The result, in each case, was to greatly increase the uncertainty of the environment within which private actors were making their decisions. If you do not know what the future is going to be like, there is much to be said for postponing any decision that depends on the future, whether an investment in physical capital or human capital. It is risky to hire new employees if you do not know whether, a few years hence, it will be legal to fire them. It is risky to build a new factory, in any industry where energy is a major cost, if you do not know whether next year's legislation will sharply raise the cost of energy—better to wait to choose your design until you have a clearer idea of what your costs are going to be. It is risky to choose a profession, or change professions, when you do not know whether the growth field is going to be health care or bankruptcy law. Multiply such considerations many fold, and you may have an explanation of why the recovery from the initial shock, in both cases, was so slow.

Arguably, the U.S. economy is suffering from a disease in part iatrogenic. Which may explain why the doctor can't understand what went wrong.


Post Script on Labels. They sound clear enough—micro deals with small things, macro with large. But it isn't true. The world wheat market or the world oil market is properly understood with supply curves, demand curves, conventional analysis of choice over time, and similar "micro" tools. Hence, in my view, the proper labels are "price theory" and "disequilibrium theory." Understanding disequilibrium—loosely speaking, the sort of situation that price theory tells us can't exist but that sometimes does—is a hard problem.

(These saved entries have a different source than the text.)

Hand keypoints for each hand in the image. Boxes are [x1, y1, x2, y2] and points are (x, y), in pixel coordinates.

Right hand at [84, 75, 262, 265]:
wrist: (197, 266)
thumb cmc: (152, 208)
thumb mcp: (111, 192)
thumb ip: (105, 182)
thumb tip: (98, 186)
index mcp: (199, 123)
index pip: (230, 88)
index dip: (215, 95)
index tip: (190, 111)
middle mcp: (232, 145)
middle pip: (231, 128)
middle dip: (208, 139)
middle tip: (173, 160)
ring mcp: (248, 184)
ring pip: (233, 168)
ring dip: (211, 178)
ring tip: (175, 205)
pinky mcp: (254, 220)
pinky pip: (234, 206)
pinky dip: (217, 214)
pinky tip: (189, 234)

Wednesday, September 01, 2010

Assuming Your Conclusions

A recent Washington Post news story describing a speech by Christina Romer, the outgoing chairman of the Council of Economic Advisors, provides a nice example of how to implicitly assume your conclusion. The author writes:
At week's end, Romer will leave the council chairmanship after what surely has been the most dismal tenure anybody in that post has had: a loss of nearly 4 million jobs in a year and a half. That's not Romer's fault; the financial collapse occurred before she, and Obama, took office. But she was the president's top economist during a time when the administration consistently underestimated the depth of the economy's troubles - miscalculations that have caused Americans to lose faith in the president and the Democrats.
The implication, reinforced elsewhere in the piece, is that the Democrats did the right thing, just not enough of it. Their only mistake was not making the stimulus even bigger. If only they had spent even more and taxed even less, the economy wouldn't be in such miserable shape.

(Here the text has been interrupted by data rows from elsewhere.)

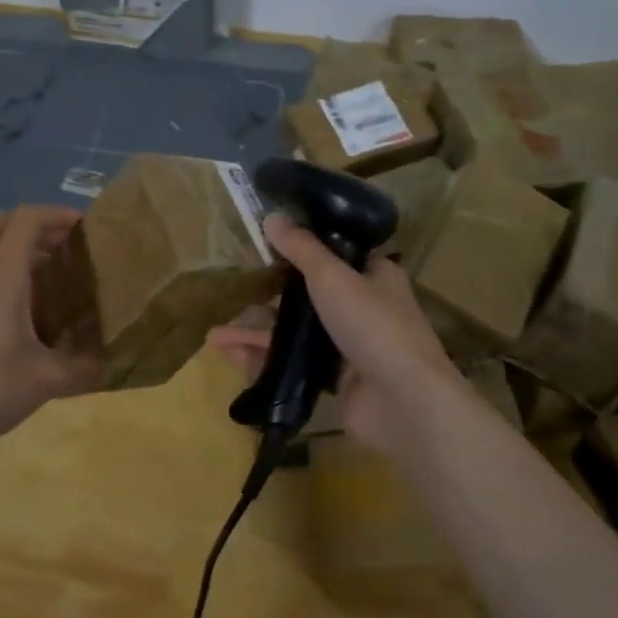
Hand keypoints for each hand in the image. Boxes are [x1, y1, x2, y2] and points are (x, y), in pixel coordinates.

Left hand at [0, 206, 102, 460]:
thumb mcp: (46, 381)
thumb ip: (84, 369)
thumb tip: (112, 366)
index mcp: (1, 275)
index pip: (27, 218)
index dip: (58, 214)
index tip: (86, 228)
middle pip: (2, 224)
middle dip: (37, 228)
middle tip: (69, 250)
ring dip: (19, 253)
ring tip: (54, 283)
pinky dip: (4, 278)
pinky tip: (25, 317)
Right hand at [210, 212, 466, 453]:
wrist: (401, 401)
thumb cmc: (372, 324)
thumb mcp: (331, 276)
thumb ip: (300, 248)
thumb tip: (271, 216)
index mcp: (374, 276)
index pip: (338, 254)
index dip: (304, 247)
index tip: (267, 244)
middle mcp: (365, 308)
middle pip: (311, 295)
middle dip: (269, 296)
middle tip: (234, 290)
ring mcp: (351, 347)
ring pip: (297, 333)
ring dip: (258, 333)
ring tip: (216, 334)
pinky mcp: (338, 381)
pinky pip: (295, 365)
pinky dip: (265, 360)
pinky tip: (231, 357)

That is one possible interpretation of what happened. Another is that Romer is like a medieval physician explaining to the grieving relatives that if only he had bled the patient a few more times, he would have recovered. One way to judge a scientific theory is by comparing what it predicts to what happens. One of Romer's predictions was that unemployment would peak at 8%. It didn't. I do not know whether Romer has considered the possibility that the reason her prediction was wrong was that her theory was wrong, but pretty clearly the author of the piece has not.

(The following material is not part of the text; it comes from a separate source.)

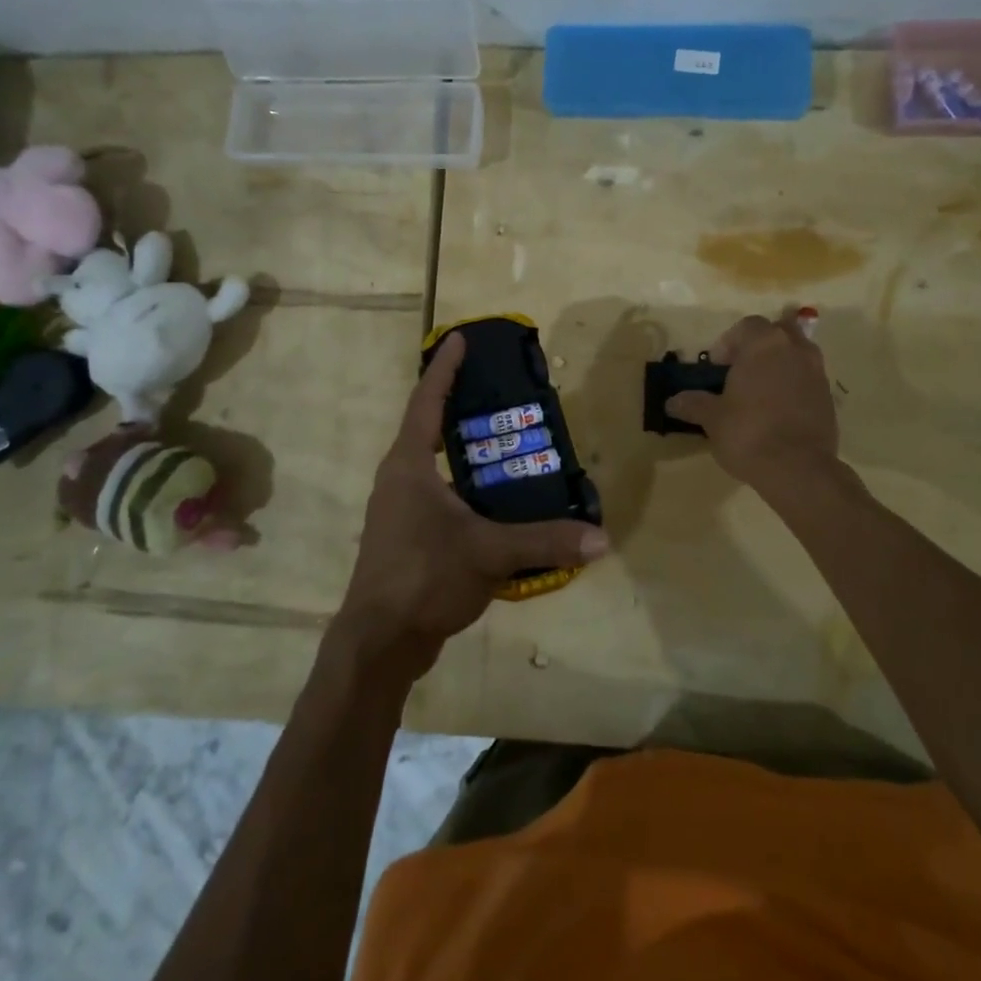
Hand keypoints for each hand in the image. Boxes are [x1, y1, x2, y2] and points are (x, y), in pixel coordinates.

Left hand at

He merely takes for granted the Keynesian orthodoxy of fifty years ago, according to which the right way of dealing with a recession is to run a deficit, and the worse the recession the bigger the deficit should be. The administration followed that prescription, things didn't get better, so obviously the deficit was not big enough. The alternative possibility, that the reason things didn't get better might be that they were following the wrong policy, simply didn't occur to him.